根据权利要求2所述的方法，其特征在于，步骤1)所述偏甘油酯脂肪酶的添加量为50～200U/g反应底物总质量，所述酯化反应的温度为25℃以下。
根据权利要求2或3或4所述的方法，其特征在于，步骤1)中所述固定化偏甘油酯脂肪酶的制备：固定化载体为环氧树脂，缓冲液为磷酸盐缓冲液，偏甘油酯脂肪酶与环氧树脂按10～50mg/g树脂的比例混合进行固定化。
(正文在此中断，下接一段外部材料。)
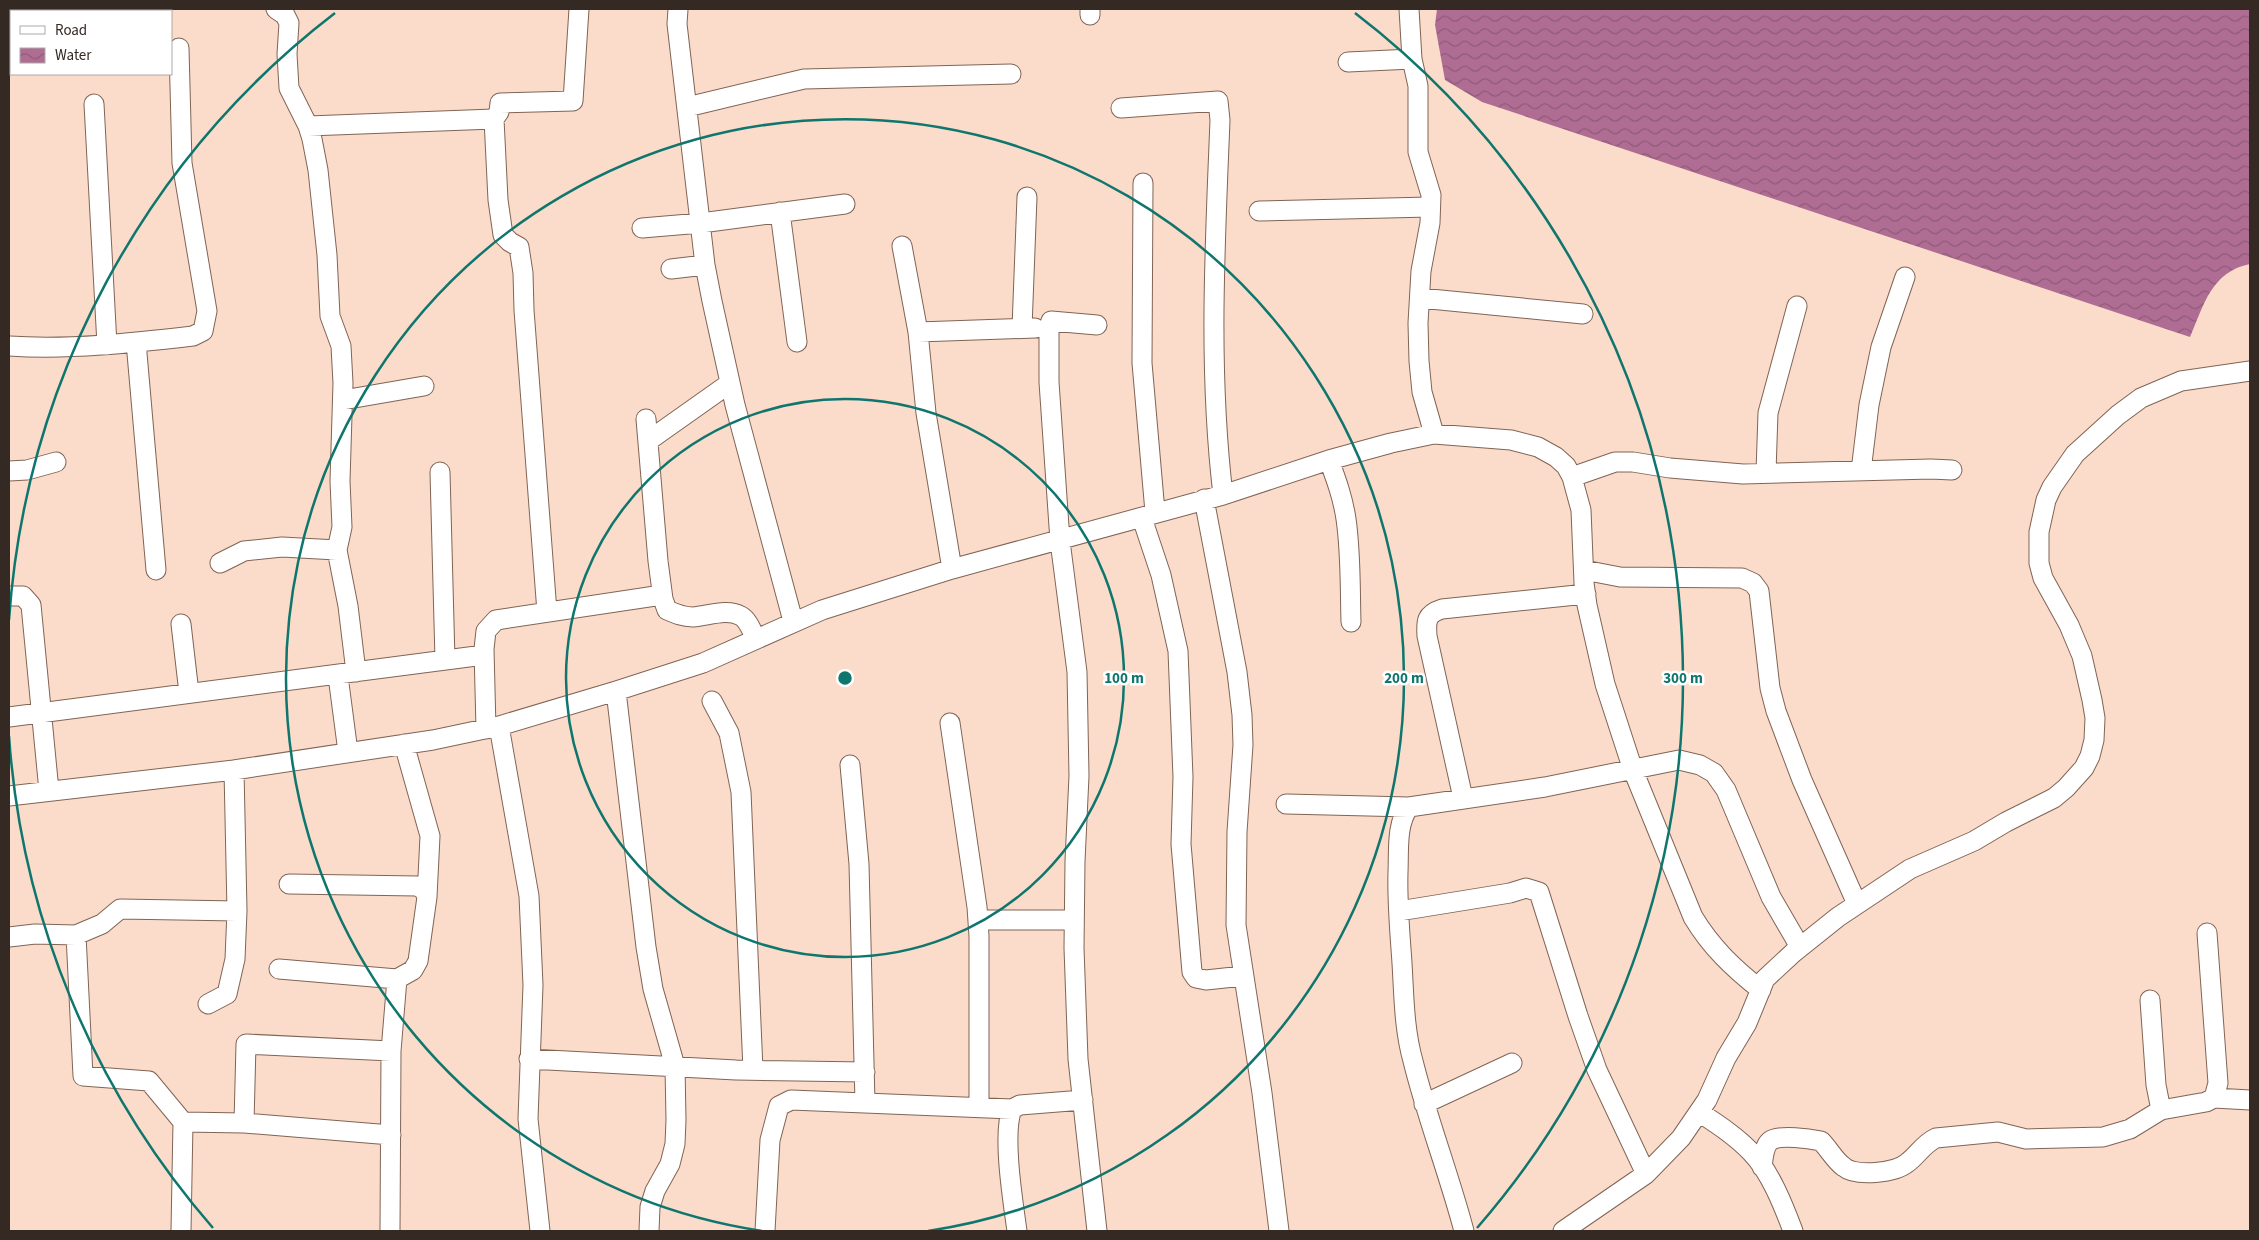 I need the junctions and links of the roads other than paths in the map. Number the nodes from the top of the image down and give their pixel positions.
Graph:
1 (276, 9) edge
2 (579, 9) edge
3 (678, 9) edge
4 (1409, 9) edge
5 (179, 48) dead end
6 (1412, 59) junction
7 (1348, 62) dead end
8 (1011, 74) dead end
9 (94, 104) dead end
10 (687, 107) junction
11 (1121, 108) dead end
12 (494, 119) junction
13 (308, 126) junction
14 (1143, 183) dead end
15 (1027, 197) dead end
16 (845, 204) dead end
17 (1430, 207) junction
18 (1259, 211) dead end
19 (780, 212) junction
20 (701, 223) junction
21 (642, 228) dead end
22 (902, 246) dead end
23 (705, 265) junction
24 (671, 268) dead end
25 (1905, 277) dead end
26 (1420, 298) junction
27 (1797, 306) dead end
28 (1583, 314) dead end
29 (1097, 325) dead end
30 (1022, 328) junction
31 (1049, 328) junction
32 (918, 332) junction
33 (136, 342) junction
34 (797, 342) dead end
35 (107, 345) junction
36 (9, 346) edge
37 (2250, 371) edge
38 (730, 383) junction
39 (424, 386) dead end
40 (343, 400) junction
41 (646, 419) dead end
42 (1434, 434) junction
43 (648, 441) junction
44 (1329, 460) junction
45 (56, 462) dead end
46 (1952, 470) dead end
47 (9, 471) edge
48 (1861, 471) junction
49 (440, 472) dead end
50 (1766, 472) junction
51 (1572, 477) junction
52 (1223, 495) junction
53 (1204, 499) junction
54 (1149, 515) junction
55 (1060, 541) junction
56 (337, 550) junction
57 (220, 563) dead end
58 (952, 569) junction
59 (156, 570) dead end
60 (1584, 570) junction
61 (1586, 594) junction
62 (662, 595) junction
63 (9, 596) edge
64 (547, 612) junction
65 (793, 621) junction
66 (1351, 622) dead end
67 (181, 624) dead end
68 (756, 639) junction
69 (484, 655) junction
70 (445, 660) junction
71 (347, 674) junction
72 (616, 692) junction
73 (188, 693) junction
74 (712, 701) dead end
75 (42, 713) junction
76 (9, 717) edge
77 (950, 723) dead end
78 (493, 728) junction
79 (404, 744) junction
80 (348, 752) junction
81 (850, 765) dead end
82 (234, 770) junction
83 (1633, 770) junction
84 (49, 791) junction
85 (9, 796) edge
86 (1463, 798) junction
87 (1286, 804) dead end
88 (1409, 806) junction
89 (289, 884) dead end
90 (427, 897) junction
91 (1857, 904) junction
92 (237, 911) junction
93 (1399, 912) junction
94 (978, 920) junction
95 (1074, 920) junction
96 (2207, 933) dead end
97 (76, 935) junction
98 (9, 937) edge
99 (1800, 946) junction
100 (278, 969) dead end
101 (1243, 976) junction
102 (397, 979) junction
103 (1761, 990) junction
104 (2150, 1000) dead end
105 (208, 1004) dead end
106 (392, 1052) junction
107 (530, 1059) junction
108 (1512, 1063) dead end
109 (675, 1066) junction
110 (753, 1070) junction
111 (865, 1072) junction
112 (2214, 1098) junction
113 (1083, 1100) junction
114 (2250, 1100) edge
115 (865, 1103) junction
116 (1424, 1104) junction
117 (979, 1108) junction
118 (1012, 1109) junction
119 (2161, 1110) junction
120 (1698, 1112) junction
121 (183, 1122) junction
122 (244, 1123) junction
123 (391, 1135) junction
124 (1762, 1166) junction
125 (1646, 1174) junction
126 (182, 1231) edge
127 (390, 1231) edge
128 (540, 1231) edge
129 (649, 1231) edge
130 (766, 1231) edge
131 (1016, 1231) edge
132 (1098, 1231) edge
133 (1279, 1231) edge
134 (1464, 1231) edge
135 (1563, 1231) edge
136 (1793, 1231) edge

1 - 13 street
2 - 12 street
3 - 10 street
4 - 6 street
5 - 33 street
6 - 7 street
6 - 17 street
8 - 10 street
9 - 35 street
10 - 20 street
11 - 52 street
12 - 13 street
12 - 64 street
13 - 40 street
14 - 54 street
15 - 30 street
16 - 19 street
17 - 18 street
17 - 26 street
19 - 20 street
19 - 34 street
20 - 21 street
20 - 23 street
22 - 32 street
23 - 24 street
23 - 38 street
25 - 48 street
26 - 28 street
26 - 42 street
27 - 50 street
29 - 31 street
30 - 31 street
30 - 32 street
31 - 55 street
32 - 58 street
33 - 35 street
33 - 59 street
35 - 36 street
37 - 91 street
38 - 43 street
38 - 65 street
39 - 40 street
40 - 56 street
41 - 43 street
42 - 44 street
42 - 51 street
43 - 62 street
44 - 52 street
44 - 66 street
45 - 47 street
46 - 48 street
48 - 50 street
49 - 70 street
50 - 51 street
51 - 60 street
52 - 53 street
53 - 54 street
53 - 101 street
54 - 55 street
54 - 101 street
55 - 58 street
55 - 95 street
56 - 57 street
56 - 71 street
58 - 65 street
60 - 61 street
60 - 91 street
61 - 83 street
61 - 86 street
62 - 64 street
62 - 68 street
63 - 75 street
64 - 69 street
65 - 68 street
67 - 73 street
68 - 72 street
69 - 70 street
69 - 78 street
70 - 71 street
71 - 73 street
71 - 80 street
72 - 78 street
72 - 109 street
73 - 75 street
74 - 110 street
75 - 76 street
75 - 84 street
77 - 94 street
78 - 79 street
78 - 107 street
79 - 80 street
79 - 90 street
80 - 82 street
81 - 111 street
82 - 84 street
82 - 92 street
83 - 86 street
83 - 99 street
83 - 103 street
84 - 85 street
86 - 88 street
87 - 88 street
88 - 93 street
89 - 90 street
90 - 102 street
91 - 99 street
92 - 97 street
92 - 105 street
93 - 116 street
93 - 125 street
94 - 95 street
94 - 117 street
95 - 113 street
96 - 112 street
97 - 98 street
97 - 121 street
99 - 103 street
100 - 102 street
101 - 133 street
102 - 106 street
103 - 120 street
104 - 119 street
106 - 122 street
106 - 123 street
107 - 109 street
107 - 128 street
108 - 116 street
109 - 110 street
109 - 129 street
110 - 111 street
111 - 115 street
112 - 114 street
112 - 119 street
113 - 118 street
113 - 132 street
115 - 117 street
115 - 130 street
116 - 134 street
117 - 118 street
118 - 131 street
119 - 124 street
120 - 124 street
120 - 125 street
121 - 122 street
121 - 126 street
122 - 123 street
123 - 127 street
124 - 136 street
125 - 135 street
根据权利要求2或3或4所述的制备方法，其特征在于，步骤1)中所述的一元醇为甲醇、乙醇、丙醇或者其中两种以上的混合；所述的富含PUFA的油脂为海洋鱼油、藻油或富含具有20个碳原子以上多不饱和脂肪酸中的一种或两种以上的混合物。
根据权利要求6所述的方法，其特征在于，步骤1)中所述的富含PUFA的油脂的酸值为20～80mgKOH/g。
根据权利要求2或3或4所述的方法，其特征在于，步骤2)所述的非极性有机溶剂为正己烷、正庚烷、异辛烷中的一种或两种以上的混合物。
根据权利要求2或3或4所述的方法，其特征在于，所述一元醇采用分步添加的方式进行，分别为酯化反应开始时添加总量的1/3，反应进行6h后添加1/3，反应进行12h后添加余下的1/3。
根据权利要求2或3或4所述的制备方法，其特征在于，步骤2)中所述的固定化酶的回收方式为过滤回收，有机溶剂和一元醇采用减压蒸馏或分子蒸馏的方式回收。